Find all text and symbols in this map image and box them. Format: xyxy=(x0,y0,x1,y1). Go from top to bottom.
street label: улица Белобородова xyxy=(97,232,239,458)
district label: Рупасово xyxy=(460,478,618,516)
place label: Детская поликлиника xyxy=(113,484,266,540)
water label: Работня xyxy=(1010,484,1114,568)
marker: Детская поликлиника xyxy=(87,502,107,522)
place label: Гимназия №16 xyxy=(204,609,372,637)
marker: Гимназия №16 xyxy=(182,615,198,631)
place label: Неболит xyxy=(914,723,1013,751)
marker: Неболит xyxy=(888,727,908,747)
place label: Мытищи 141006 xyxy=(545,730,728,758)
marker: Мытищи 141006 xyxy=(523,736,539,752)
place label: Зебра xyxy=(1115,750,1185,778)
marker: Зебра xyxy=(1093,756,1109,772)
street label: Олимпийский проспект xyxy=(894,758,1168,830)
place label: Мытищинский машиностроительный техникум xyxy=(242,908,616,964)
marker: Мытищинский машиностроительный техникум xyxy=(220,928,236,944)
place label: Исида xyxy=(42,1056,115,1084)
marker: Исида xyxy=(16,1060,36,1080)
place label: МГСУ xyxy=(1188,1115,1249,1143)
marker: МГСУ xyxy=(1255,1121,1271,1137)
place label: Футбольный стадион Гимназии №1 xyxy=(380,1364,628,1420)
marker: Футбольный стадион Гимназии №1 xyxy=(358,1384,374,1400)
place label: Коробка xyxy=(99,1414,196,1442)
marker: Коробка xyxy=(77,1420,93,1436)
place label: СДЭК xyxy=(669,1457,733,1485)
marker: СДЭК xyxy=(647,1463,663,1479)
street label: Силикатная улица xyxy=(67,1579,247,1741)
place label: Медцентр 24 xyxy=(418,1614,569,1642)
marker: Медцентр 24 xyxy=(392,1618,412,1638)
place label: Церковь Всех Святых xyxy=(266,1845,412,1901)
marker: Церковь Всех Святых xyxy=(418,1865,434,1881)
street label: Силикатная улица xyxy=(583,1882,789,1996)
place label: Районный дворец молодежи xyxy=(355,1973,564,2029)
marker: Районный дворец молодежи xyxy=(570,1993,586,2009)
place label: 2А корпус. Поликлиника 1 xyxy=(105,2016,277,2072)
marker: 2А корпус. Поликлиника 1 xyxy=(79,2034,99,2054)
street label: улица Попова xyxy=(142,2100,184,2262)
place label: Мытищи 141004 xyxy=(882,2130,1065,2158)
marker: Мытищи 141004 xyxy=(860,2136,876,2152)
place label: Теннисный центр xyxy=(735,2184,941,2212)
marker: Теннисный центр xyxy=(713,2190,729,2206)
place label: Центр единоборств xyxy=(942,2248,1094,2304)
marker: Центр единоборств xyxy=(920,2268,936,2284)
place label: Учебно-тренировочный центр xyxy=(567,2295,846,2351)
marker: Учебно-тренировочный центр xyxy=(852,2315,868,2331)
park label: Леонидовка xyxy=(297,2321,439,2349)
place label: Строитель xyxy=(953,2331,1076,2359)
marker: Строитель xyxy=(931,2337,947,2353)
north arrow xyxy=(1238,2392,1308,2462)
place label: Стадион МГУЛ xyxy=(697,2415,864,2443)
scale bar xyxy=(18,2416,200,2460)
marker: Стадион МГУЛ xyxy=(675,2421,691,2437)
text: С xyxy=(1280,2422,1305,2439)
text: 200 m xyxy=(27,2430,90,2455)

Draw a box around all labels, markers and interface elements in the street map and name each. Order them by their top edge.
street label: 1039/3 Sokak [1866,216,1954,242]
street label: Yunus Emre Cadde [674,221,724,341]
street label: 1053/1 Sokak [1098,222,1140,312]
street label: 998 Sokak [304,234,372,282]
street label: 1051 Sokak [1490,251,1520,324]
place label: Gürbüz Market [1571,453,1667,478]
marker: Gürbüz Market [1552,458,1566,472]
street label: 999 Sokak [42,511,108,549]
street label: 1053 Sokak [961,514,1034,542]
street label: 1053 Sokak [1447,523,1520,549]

§ ABOUT THIS TASK
Please return the entire listing, unchanged.

§ YOUR SOLUTION
Find all text and symbols in this map image and box them. Format: xyxy=(x0,y0,x1,y1). Go from top to bottom.
street label: улица Белобородова xyxy=(97,232,239,458)
district label: Рупасово xyxy=(460,478,618,516)
place label: Детская поликлиника xyxy=(113,484,266,540)
water label: Работня xyxy=(1010,484,1114,568)
marker: Детская поликлиника xyxy=(87,502,107,522)
place label: Гимназия №16 xyxy=(204,609,372,637)
marker: Гимназия №16 xyxy=(182,615,198,631)
place label: Неболит xyxy=(914,723,1013,751)
marker: Неболит xyxy=(888,727,908,747)
place label: Мытищи 141006 xyxy=(545,730,728,758)
marker: Мытищи 141006 xyxy=(523,736,539,752)
place label: Зебра xyxy=(1115,750,1185,778)
marker: Зебра xyxy=(1093,756,1109,772)
street label: Олимпийский проспект xyxy=(894,758,1168,830)
place label: Мытищинский машиностроительный техникум xyxy=(242,908,616,964)
marker: Мытищинский машиностроительный техникум xyxy=(220,928,236,944)
place label: Исида xyxy=(42,1056,115,1084)
marker: Исида xyxy=(16,1060,36,1080)
place label: МГСУ xyxy=(1188,1115,1249,1143)
marker: МГСУ xyxy=(1255,1121,1271,1137)
place label: Футбольный стадион Гимназии №1 xyxy=(380,1364,628,1420)
marker: Футбольный стадион Гимназии №1 xyxy=(358,1384,374,1400)
place label: Коробка xyxy=(99,1414,196,1442)
marker: Коробка xyxy=(77,1420,93,1436)
place label: СДЭК xyxy=(669,1457,733,1485)
marker: СДЭК xyxy=(647,1463,663,1479)
street label: Силикатная улица xyxy=(67,1579,247,1741)
place label: Медцентр 24 xyxy=(418,1614,569,1642)
marker: Медцентр 24 xyxy=(392,1618,412,1638)
place label: Церковь Всех Святых xyxy=(266,1845,412,1901)
marker: Церковь Всех Святых xyxy=(418,1865,434,1881)
street label: Силикатная улица xyxy=(583,1882,789,1996)
place label: Районный дворец молодежи xyxy=(355,1973,564,2029)
marker: Районный дворец молодежи xyxy=(570,1993,586,2009)
place label: 2А корпус. Поликлиника 1 xyxy=(105,2016,277,2072)
marker: 2А корпус. Поликлиника 1 xyxy=(79,2034,99,2054)
street label: улица Попова xyxy=(142,2100,184,2262)
place label: Мытищи 141004 xyxy=(882,2130,1065,2158)
marker: Мытищи 141004 xyxy=(860,2136,876,2152)
place label: Теннисный центр xyxy=(735,2184,941,2212)
marker: Теннисный центр xyxy=(713,2190,729,2206)
place label: Центр единоборств xyxy=(942,2248,1094,2304)
marker: Центр единоборств xyxy=(920,2268,936,2284)
place label: Учебно-тренировочный центр xyxy=(567,2295,846,2351)
marker: Учебно-тренировочный центр xyxy=(852,2315,868,2331)
park label: Леонидовка xyxy=(297,2321,439,2349)
place label: Строитель xyxy=(953,2331,1076,2359)
marker: Строитель xyxy=(931,2337,947,2353)
north arrow xyxy=(1238,2392,1308,2462)
place label: Стадион МГУЛ xyxy=(697,2415,864,2443)
scale bar xyxy=(18,2416,200,2460)
marker: Стадион МГУЛ xyxy=(675,2421,691,2437)
text: С xyxy=(1280,2422,1305,2439)
text: 200 m xyxy=(27,2430,90,2455)

Draw a box around all labels, markers and interface elements in the street map and name each. Order them by their top edge.
street label: 1039/3 Sokak [1866,216,1954,242]
street label: Yunus Emre Cadde [674,221,724,341]
street label: 1053/1 Sokak [1098,222,1140,312]
street label: 998 Sokak [304,234,372,282]
street label: 1051 Sokak [1490,251,1520,324]
place label: Gürbüz Market [1571,453,1667,478]
marker: Gürbüz Market [1552,458,1566,472]
street label: 999 Sokak [42,511,108,549]
street label: 1053 Sokak [961,514,1034,542]
street label: 1053 Sokak [1447,523,1520,549]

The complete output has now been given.